[Problem]
Across the whole listing, filter for the string "水月亭东路" and copy every line that has it.

Dataset records START

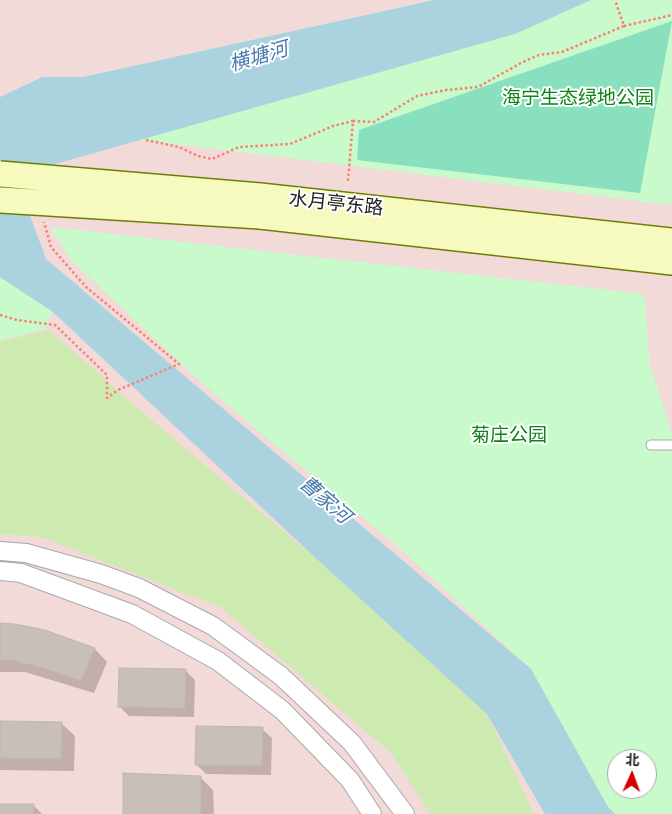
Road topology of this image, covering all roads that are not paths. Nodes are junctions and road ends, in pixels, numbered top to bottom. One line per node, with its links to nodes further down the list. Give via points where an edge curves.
1 (0, 174): 3 (main road, 水月亭东路, bridge)
2 (0, 200): 3 (main road, 水月亭东路, bridge)
3 (260, 206): 5 (main road, 水月亭东路)
4 (672, 240): 5 (main road, 水月亭东路)
5 (640, 248): 6 (main road, 水月亭东路)
6 (672, 262)
7 (651, 445): 8 (lane)
8 (672, 445)
9 (0, 551): 12 (street, via 26,553 101,574 139,588 213,626 281,676 352,743)
10 (0, 571): 11 (street, via 20,573 132,614 218,661 282,710 350,780)
11 (372, 814)
12 (405, 814)

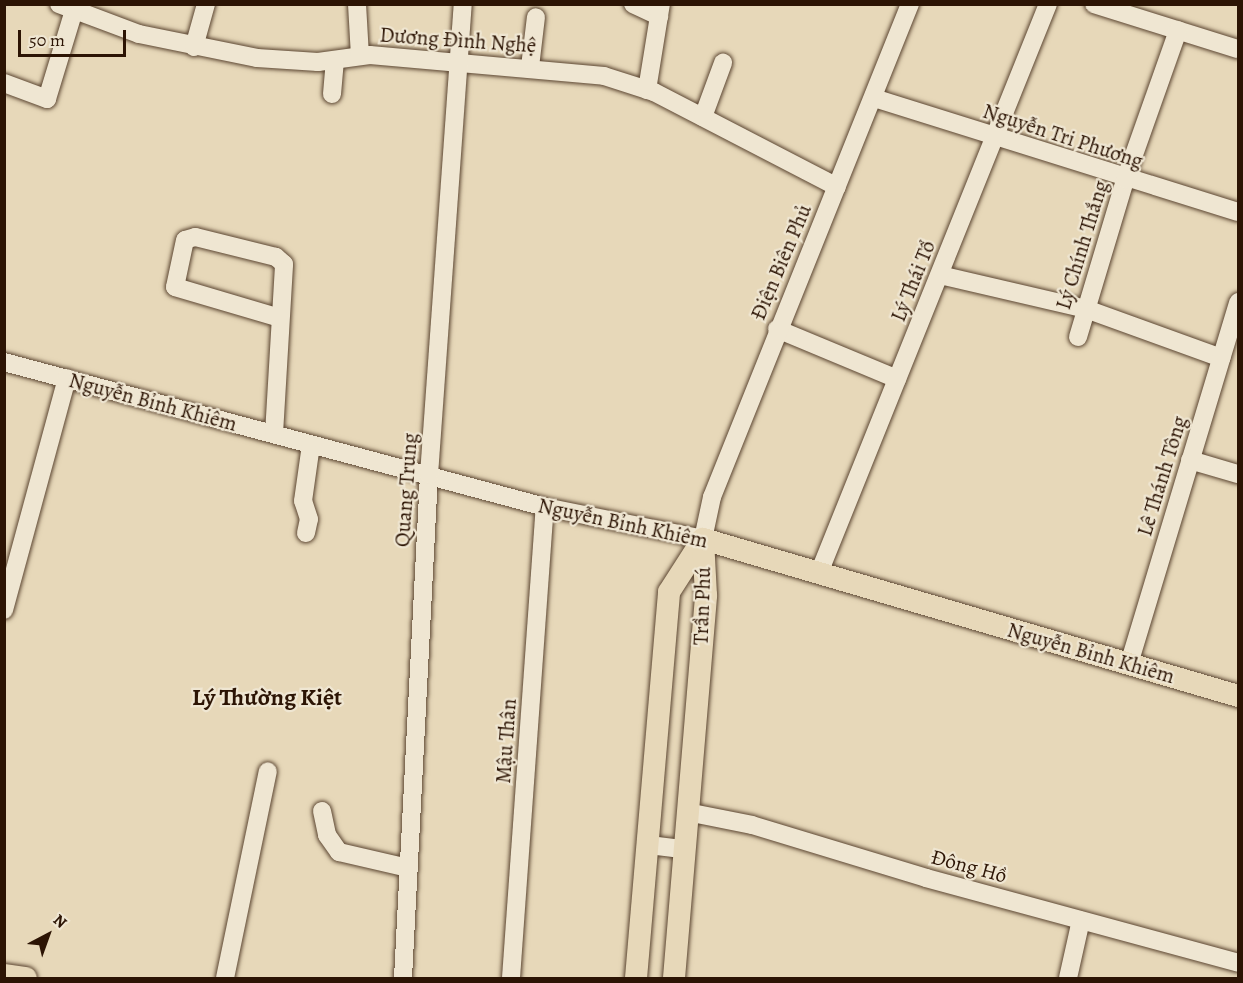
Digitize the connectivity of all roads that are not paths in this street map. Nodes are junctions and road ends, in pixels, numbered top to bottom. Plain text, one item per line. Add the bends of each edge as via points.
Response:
1 (206, 4) edge
2 (357, 4) edge
3 (463, 4) edge
4 (633, 4) edge
5 (910, 4) edge
6 (1048, 4) edge
7 (1094, 4) edge
8 (67, 7) edge
9 (660, 10) edge
10 (536, 17) dead end
11 (1178, 30) junction
12 (194, 47) junction
13 (1239, 49) edge
14 (360, 56) junction
15 (335, 61) junction
16 (459, 61) junction
17 (723, 63) dead end
18 (530, 67) junction
19 (4, 83) edge
20 (647, 90) junction
21 (332, 93) dead end
22 (874, 98) junction
23 (703, 117) junction
24 (993, 137) junction
25 (1125, 180) junction
26 (837, 187) junction
27 (1239, 212) edge
28 (940, 275) junction
29 (1239, 302) edge
30 (1086, 309) junction
31 (280, 318) junction
32 (777, 329) junction
33 (1078, 337) dead end
34 (1221, 358) junction
35 (4, 362) edge
36 (68, 378) junction
37 (897, 379) junction
38 (274, 434) junction
39 (311, 445) junction
40 (1190, 460) junction
41 (1239, 474) edge
42 (429, 475) junction
43 (545, 507) junction
44 (306, 533) dead end
45 (703, 539) junction
46 (819, 573) junction
47 (4, 610) edge
48 (1129, 664) junction
49 (1239, 696) edge
50 (268, 771) dead end
51 (322, 811) dead end
52 (687, 812) junction
53 (649, 845) junction
54 (684, 849) junction
55 (408, 868) junction
56 (1081, 920) junction
57 (1239, 963) edge
58 (4, 975) edge
59 (26, 978) edge
60 (225, 978) edge
61 (403, 978) edge
62 (511, 978) edge
63 (636, 978) edge
64 (674, 978) edge
65 (1068, 978) edge

1 - 12 street
2 - 14 street
3 - 16 street, Quang Trung
4 - 9 street
5 - 22 street, Điện Biên Phủ
6 - 24 street, Lý Thái Tổ
7 - 11 street
8 - 12 street, Dương Đình Nghệ via 139,34
8 - 19 street via 47,99
9 - 20 street
10 - 18 street
11 - 13 street
11 - 25 street, Lý Chính Thắng
12 - 15 street, Dương Đình Nghệ via 257,58
14 - 15 street, Dương Đình Nghệ
14 - 16 street, Dương Đình Nghệ
15 - 21 street
16 - 18 street, Dương Đình Nghệ
16 - 42 street, Quang Trung
17 - 23 street
18 - 20 street, Dương Đình Nghệ via 604,76
20 - 23 street, Dương Đình Nghệ
22 - 24 street, Nguyễn Tri Phương
22 - 26 street, Điện Biên Phủ
23 - 26 street, Dương Đình Nghệ
24 - 25 street, Nguyễn Tri Phương
24 - 28 street, Lý Thái Tổ
25 - 27 street, Nguyễn Tri Phương
25 - 30 street, Lý Chính Thắng
26 - 32 street, Điện Biên Phủ
28 - 30 street
28 - 37 street, Lý Thái Tổ
29 - 34 street, Lê Thánh Tông
30 - 33 street, Lý Chính Thắng
30 - 34 street
31 - 31 street via 285,269 281,260 195,237 185,240 175,287
31 - 38 street
32 - 37 street
32 - 45 street, Điện Biên Phủ via 712,497
34 - 40 street, Lê Thánh Tông
35 - 36 street, Nguyễn Bỉnh Khiêm
36 - 38 street, Nguyễn Bỉnh Khiêm
36 - 47 street
37 - 46 street, Lý Thái Tổ
38 - 39 street, Nguyễn Bỉnh Khiêm
39 - 42 street, Nguyễn Bỉnh Khiêm
39 - 44 street via 303,501 309,519
40 - 41 street
40 - 48 street, Lê Thánh Tông
42 - 43 street, Nguyễn Bỉnh Khiêm
42 - 55 street, Quang Trung
43 - 45 street, Nguyễn Bỉnh Khiêm
43 - 62 street, Mậu Thân
45 - 46 main road, Nguyễn Bỉnh Khiêm
45 - 52 main road, Trần Phú via 706,595
45 - 53 main road, Trần Phú via 669,592
46 - 48 main road, Nguyễn Bỉnh Khiêm
48 - 49 main road, Nguyễn Bỉnh Khiêm
50 - 60 street
51 - 55 street via 327,835 339,852
52 - 54 main road, Trần Phú
52 - 56 street, Đông Hồ via 752,825
53 - 54 street
53 - 63 main road, Trần Phú
54 - 64 main road, Trần Phú
55 - 61 street, Quang Trung
56 - 57 street, Đông Hồ
56 - 65 street
58 - 59 main road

Dataset records END

[Written response]
1 (0, 174): 3 (main road, 水月亭东路, bridge)
2 (0, 200): 3 (main road, 水月亭东路, bridge)
3 (260, 206): 5 (main road, 水月亭东路)
4 (672, 240): 5 (main road, 水月亭东路)
5 (640, 248): 6 (main road, 水月亭东路)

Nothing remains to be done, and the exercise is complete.